A Lack of Consideration

The DOL rule is very similar to one struck down by a federal appeals court in 2018. NAIFA and other organizations have expressed frustration throughout the brief rulemaking process this time as DOL regulators and administration officials showed little interest in considering these groups’ well-supported concerns. Actions by the White House and DOL suggesting that they intended to finalize the rule without serious consideration of public input include:

  • President Biden publicly supported finalizing the rule without changes prior to a public comment period.
  • The DOL provided a comment period for the rule that was significantly shorter than the comment periods of similar proposed rules and DOL denied a request for an extended comment period. The DOL also ignored a request from eight Democratic members of the Senate to extend the comment period.
  • The DOL finalized the rule in 66 days. This was the shortest rulemaking period, by far, in the past 15 years for a retirement rule that remains in effect. The next shortest period was 110 days.
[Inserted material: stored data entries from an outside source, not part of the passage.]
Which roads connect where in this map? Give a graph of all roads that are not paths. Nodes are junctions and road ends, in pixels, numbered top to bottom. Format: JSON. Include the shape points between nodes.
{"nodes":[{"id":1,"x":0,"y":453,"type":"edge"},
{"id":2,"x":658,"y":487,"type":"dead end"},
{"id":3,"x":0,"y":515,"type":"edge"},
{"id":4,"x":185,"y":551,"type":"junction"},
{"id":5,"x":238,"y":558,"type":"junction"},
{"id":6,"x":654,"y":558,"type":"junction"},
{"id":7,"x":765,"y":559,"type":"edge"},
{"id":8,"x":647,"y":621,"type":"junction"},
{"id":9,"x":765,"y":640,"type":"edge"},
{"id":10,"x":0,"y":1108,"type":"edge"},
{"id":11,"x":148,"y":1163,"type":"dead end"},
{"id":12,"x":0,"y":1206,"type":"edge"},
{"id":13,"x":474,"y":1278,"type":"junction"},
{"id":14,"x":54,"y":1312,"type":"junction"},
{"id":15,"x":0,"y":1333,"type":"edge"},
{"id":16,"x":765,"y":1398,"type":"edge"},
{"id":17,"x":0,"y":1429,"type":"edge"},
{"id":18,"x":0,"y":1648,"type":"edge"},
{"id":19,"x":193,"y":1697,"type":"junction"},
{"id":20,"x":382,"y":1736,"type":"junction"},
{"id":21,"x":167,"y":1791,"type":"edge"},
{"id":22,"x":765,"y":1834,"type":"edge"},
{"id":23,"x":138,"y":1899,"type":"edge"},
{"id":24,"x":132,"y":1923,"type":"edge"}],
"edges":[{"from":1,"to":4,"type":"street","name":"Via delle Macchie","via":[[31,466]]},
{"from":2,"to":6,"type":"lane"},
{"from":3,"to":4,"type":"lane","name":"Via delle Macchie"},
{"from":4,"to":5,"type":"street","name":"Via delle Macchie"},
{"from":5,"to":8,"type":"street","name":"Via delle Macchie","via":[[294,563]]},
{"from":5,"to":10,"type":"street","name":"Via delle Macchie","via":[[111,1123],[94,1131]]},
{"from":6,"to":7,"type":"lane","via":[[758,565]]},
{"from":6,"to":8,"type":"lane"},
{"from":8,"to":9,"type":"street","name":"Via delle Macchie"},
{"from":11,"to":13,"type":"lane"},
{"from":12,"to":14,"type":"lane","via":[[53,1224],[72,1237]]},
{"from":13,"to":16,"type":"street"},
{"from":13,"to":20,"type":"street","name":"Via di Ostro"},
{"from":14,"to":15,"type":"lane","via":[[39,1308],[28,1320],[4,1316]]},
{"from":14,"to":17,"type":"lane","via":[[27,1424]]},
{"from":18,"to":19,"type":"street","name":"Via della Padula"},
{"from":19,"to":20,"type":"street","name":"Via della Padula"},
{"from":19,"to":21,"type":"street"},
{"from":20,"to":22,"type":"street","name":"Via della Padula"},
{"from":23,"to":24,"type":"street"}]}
  • For the first time in recent memory, DOL scheduled its public hearing on the rule during the comment period, rather than allowing those testifying to consider other stakeholders' comments prior to their testimony.
  • OIRA approved the final rule on April 10, just hours after meetings with NAIFA and two other groups expressing grave concerns with the rule and before scheduled meetings with several other stakeholders. OIRA met with other organizations opposed to the proposal very shortly before April 10.